Information shown:

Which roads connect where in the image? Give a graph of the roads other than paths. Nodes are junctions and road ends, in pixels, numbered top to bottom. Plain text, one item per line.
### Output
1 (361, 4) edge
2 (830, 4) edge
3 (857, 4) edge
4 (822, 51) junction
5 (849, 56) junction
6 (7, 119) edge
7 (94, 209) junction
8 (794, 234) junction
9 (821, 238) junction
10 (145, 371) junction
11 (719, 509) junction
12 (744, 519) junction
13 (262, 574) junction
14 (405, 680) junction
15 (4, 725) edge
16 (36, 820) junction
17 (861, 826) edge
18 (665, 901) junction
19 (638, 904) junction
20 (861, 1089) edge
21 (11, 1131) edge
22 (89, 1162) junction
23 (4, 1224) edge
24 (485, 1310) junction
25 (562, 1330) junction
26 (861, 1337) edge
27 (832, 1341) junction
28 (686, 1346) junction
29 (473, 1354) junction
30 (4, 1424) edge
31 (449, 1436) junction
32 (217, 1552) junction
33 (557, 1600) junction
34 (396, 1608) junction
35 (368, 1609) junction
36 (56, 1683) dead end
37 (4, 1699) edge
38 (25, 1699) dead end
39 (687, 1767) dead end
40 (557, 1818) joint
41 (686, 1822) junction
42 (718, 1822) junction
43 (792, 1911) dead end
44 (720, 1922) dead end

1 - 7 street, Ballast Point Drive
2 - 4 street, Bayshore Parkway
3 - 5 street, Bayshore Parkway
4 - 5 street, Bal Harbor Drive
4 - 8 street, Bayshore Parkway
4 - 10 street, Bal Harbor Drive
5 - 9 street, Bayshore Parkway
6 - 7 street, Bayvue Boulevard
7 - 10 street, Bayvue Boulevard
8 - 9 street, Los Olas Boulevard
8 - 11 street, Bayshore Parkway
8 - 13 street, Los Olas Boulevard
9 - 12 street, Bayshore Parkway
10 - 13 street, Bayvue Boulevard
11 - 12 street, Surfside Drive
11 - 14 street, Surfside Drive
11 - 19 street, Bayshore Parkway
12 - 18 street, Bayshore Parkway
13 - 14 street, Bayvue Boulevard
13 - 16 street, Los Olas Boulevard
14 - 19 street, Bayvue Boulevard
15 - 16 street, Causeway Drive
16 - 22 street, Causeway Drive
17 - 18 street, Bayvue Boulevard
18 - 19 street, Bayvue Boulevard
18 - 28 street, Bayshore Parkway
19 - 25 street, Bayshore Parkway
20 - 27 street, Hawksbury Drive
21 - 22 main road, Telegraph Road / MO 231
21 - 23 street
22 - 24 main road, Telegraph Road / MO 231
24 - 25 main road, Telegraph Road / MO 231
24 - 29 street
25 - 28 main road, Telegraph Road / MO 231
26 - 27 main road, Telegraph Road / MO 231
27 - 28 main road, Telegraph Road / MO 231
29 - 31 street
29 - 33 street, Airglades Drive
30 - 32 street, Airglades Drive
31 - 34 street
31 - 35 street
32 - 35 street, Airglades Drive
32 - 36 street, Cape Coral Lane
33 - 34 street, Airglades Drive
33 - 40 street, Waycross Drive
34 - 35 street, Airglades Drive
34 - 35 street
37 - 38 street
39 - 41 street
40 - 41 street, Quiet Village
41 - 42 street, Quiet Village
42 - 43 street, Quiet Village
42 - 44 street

Task:
Return the entries above exactly as they appear.

Solution to this problem:
Which roads connect where in the image? Give a graph of the roads other than paths. Nodes are junctions and road ends, in pixels, numbered top to bottom. Plain text, one item per line.
### Output
1 (361, 4) edge
2 (830, 4) edge
3 (857, 4) edge
4 (822, 51) junction
5 (849, 56) junction
6 (7, 119) edge
7 (94, 209) junction
8 (794, 234) junction
9 (821, 238) junction
10 (145, 371) junction
11 (719, 509) junction
12 (744, 519) junction
13 (262, 574) junction
14 (405, 680) junction
15 (4, 725) edge
16 (36, 820) junction
17 (861, 826) edge
18 (665, 901) junction
19 (638, 904) junction
20 (861, 1089) edge
21 (11, 1131) edge
22 (89, 1162) junction
23 (4, 1224) edge
24 (485, 1310) junction
25 (562, 1330) junction
26 (861, 1337) edge
27 (832, 1341) junction
28 (686, 1346) junction
29 (473, 1354) junction
30 (4, 1424) edge
31 (449, 1436) junction
32 (217, 1552) junction
33 (557, 1600) junction
34 (396, 1608) junction
35 (368, 1609) junction
36 (56, 1683) dead end
37 (4, 1699) edge
38 (25, 1699) dead end
39 (687, 1767) dead end
40 (557, 1818) joint
41 (686, 1822) junction
42 (718, 1822) junction
43 (792, 1911) dead end
44 (720, 1922) dead end

1 - 7 street, Ballast Point Drive
2 - 4 street, Bayshore Parkway
3 - 5 street, Bayshore Parkway
4 - 5 street, Bal Harbor Drive
4 - 8 street, Bayshore Parkway
4 - 10 street, Bal Harbor Drive
5 - 9 street, Bayshore Parkway
6 - 7 street, Bayvue Boulevard
7 - 10 street, Bayvue Boulevard
8 - 9 street, Los Olas Boulevard
8 - 11 street, Bayshore Parkway
8 - 13 street, Los Olas Boulevard
9 - 12 street, Bayshore Parkway
10 - 13 street, Bayvue Boulevard
11 - 12 street, Surfside Drive
11 - 14 street, Surfside Drive
11 - 19 street, Bayshore Parkway
12 - 18 street, Bayshore Parkway
13 - 14 street, Bayvue Boulevard
13 - 16 street, Los Olas Boulevard
14 - 19 street, Bayvue Boulevard
15 - 16 street, Causeway Drive
16 - 22 street, Causeway Drive
17 - 18 street, Bayvue Boulevard
18 - 19 street, Bayvue Boulevard
18 - 28 street, Bayshore Parkway
19 - 25 street, Bayshore Parkway
20 - 27 street, Hawksbury Drive
21 - 22 main road, Telegraph Road / MO 231
21 - 23 street
22 - 24 main road, Telegraph Road / MO 231
24 - 25 main road, Telegraph Road / MO 231
24 - 29 street
25 - 28 main road, Telegraph Road / MO 231
26 - 27 main road, Telegraph Road / MO 231
27 - 28 main road, Telegraph Road / MO 231
29 - 31 street
29 - 33 street, Airglades Drive
30 - 32 street, Airglades Drive
31 - 34 street
31 - 35 street
32 - 35 street, Airglades Drive
32 - 36 street, Cape Coral Lane
33 - 34 street, Airglades Drive
33 - 40 street, Waycross Drive
34 - 35 street, Airglades Drive
34 - 35 street
37 - 38 street
39 - 41 street
40 - 41 street, Quiet Village
41 - 42 street, Quiet Village
42 - 43 street, Quiet Village
42 - 44 street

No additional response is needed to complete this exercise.